What’s really needed, experts agree, is a larger-scale intervention, one at the regulatory level.

Americans want action

So why hasn’t the government done more?

“The short answer is lobbying,” Turow says. “The longer answer is, I think, that government officials historically have worried about killing the goose that lays the golden egg.” By that, he means that with manufacturing being down in the U.S., with service industries not being high-paid industries, the government sees tech as the leading light in terms of money-making and innovation.

But citizens want more: According to Turow’s report, nearly 80 percent of Americans believe it is urgent for Congress to act now in order to regulate how companies can use personal information — before it’s too late.

“I’m worried that it’s not about now only,” he says. “It’s more about people’s grandchildren, and great grandchildren. Twenty years from now, what kind of society are we going to have where a sea of data are kind of moving underneath our feet and we don’t even understand it, and they help to decide whether we get good jobs, whether we get good seats at restaurants, whether companies give us good insurance policies after they track what we eat. People don’t realize that even things like the frequent shopper cards you use for supermarkets can get enormous amounts of data about you.”
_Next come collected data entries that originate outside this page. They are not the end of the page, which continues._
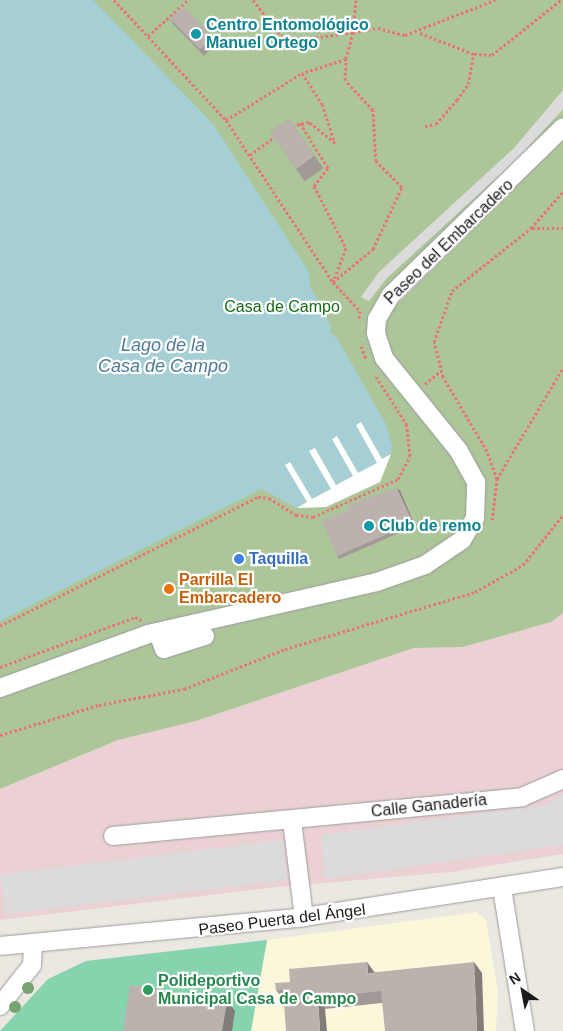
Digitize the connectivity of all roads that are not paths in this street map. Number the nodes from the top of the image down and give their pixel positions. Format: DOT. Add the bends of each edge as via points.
graph roads {
  1 [pos="563,127"];
  2 [pos="148,626"];
  3 [pos="205,636"];
  4 [pos="0,688"];
  5 [pos="563,779"];
  6 [pos="292,821"];
  7 [pos="113,836"];
  8 [pos="563,877"];
  9 [pos="502,888"];
  10 [pos="304,917"];
  11 [pos="32,945"];
  12 [pos="0,946"];
  13 [pos="0,1006"];
  14 [pos="525,1031"];
  1 -- 2 [label="street, Paseo del Embarcadero" via="391,295 377,318 376,333 384,358 471,468 479,501 469,532 444,554 377,582"];
  2 -- 3 [label="street" via="164,649"];
  2 -- 4 [label="street, Paseo del Embarcadero"];
  5 -- 6 [label="street, Calle Ganadería" via="522,797"];
  6 -- 7 [label="street, Calle Ganadería"];
  6 -- 10 [label="street"];
  8 -- 9 [label="street, Paseo Puerta del Ángel"];
  9 -- 10 [label="street, Paseo Puerta del Ángel"];
  9 -- 14 [label="street"];
  10 -- 11 [label="street, Paseo Puerta del Ángel"];
  11 -- 12 [label="street, Paseo Puerta del Ángel"];
  11 -- 13 [label="street" via="32,965"];
}
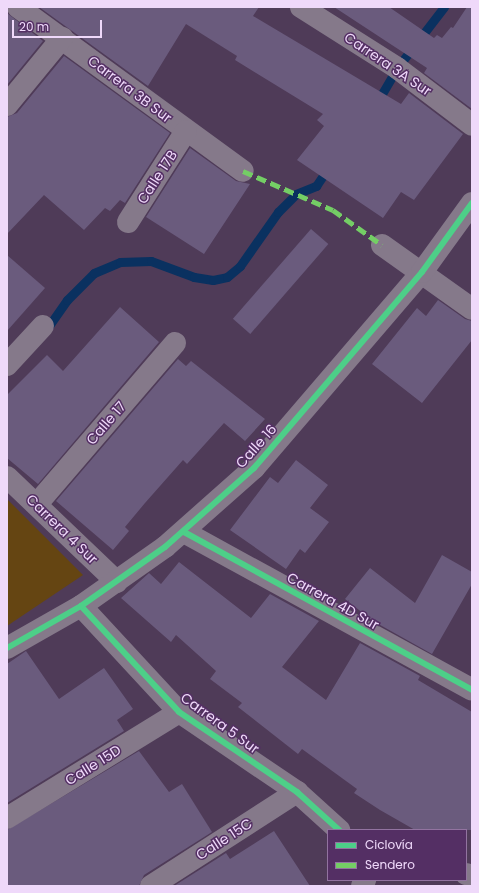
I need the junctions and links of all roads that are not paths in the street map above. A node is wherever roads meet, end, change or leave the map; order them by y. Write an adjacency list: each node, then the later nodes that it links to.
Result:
1 (18, 7): 3 (street, Carrera 3B Sur)
2 (301, 7): 5 (street, Carrera 3A Sur)
3 (62, 38): 4 (street); 6 (street, Carrera 3B Sur)
4 (7, 105)
5 (472, 125)
6 (186, 131): 7 (street, Carrera 3B Sur); 9 (street, Calle 17B)
7 (243, 171)
8 (472, 203): 11 (street, Calle 16)
9 (128, 222)
10 (382, 245): 11 (street)
11 (422, 272): 12 (street); 18 (street, Calle 16)
12 (472, 309)
13 (43, 326): 15 (street)
14 (176, 343): 17 (street, Calle 17)
15 (7, 365)
16 (7, 477): 17 (street, Carrera 4 Sur)
17 (37, 504): 19 (street, Carrera 4 Sur)
18 (184, 532): 19 (street, Calle 16); 22 (street, Carrera 4D Sur)
19 (116, 582): 20 (street, Calle 16)
20 (81, 606): 21 (street, Calle 16); 23 (street, Carrera 5 Sur)
21 (7, 648)
22 (472, 690)
23 (179, 712): 24 (street, Carrera 5 Sur); 25 (street, Calle 15D)
24 (297, 792): 26 (street, Carrera 5 Sur); 27 (street, Calle 15C)
25 (7, 818)
26 (338, 829)
27 (151, 886)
With his study revealing that 56 percent of Americans don’t even understand the term “privacy policy” or what it means to opt in or out of a company’s privacy policy, Turow believes there has to be another way.

This spring, Turow and his collaborators are meeting with the Federal Trade Commission to present their findings, in hopes of jumpstarting the conversation and enlisting regulators’ help. He encourages all of us to reach out to our legislators to call for greater oversight. His overarching battlecry: “We certainly can’t do it by ourselves.”

In the meantime, I ask Turow if he uses DuckDuckGo, making clear that I’m not asking for a product endorsement, that this piece is neither a takedown nor a seal of approval.

“I don’t know the ins and outs of DuckDuckGo. I know they’re trying really hard to get people to think of them as a privacy brand, which is a good thing. I just don’t know enough about it,” he says. “I think that DuckDuckGo is an interesting idea. To be absolutely honest, I tried it, but I’m so used to Google at this point, which is terrible to say, that I’ve gone back to Google.”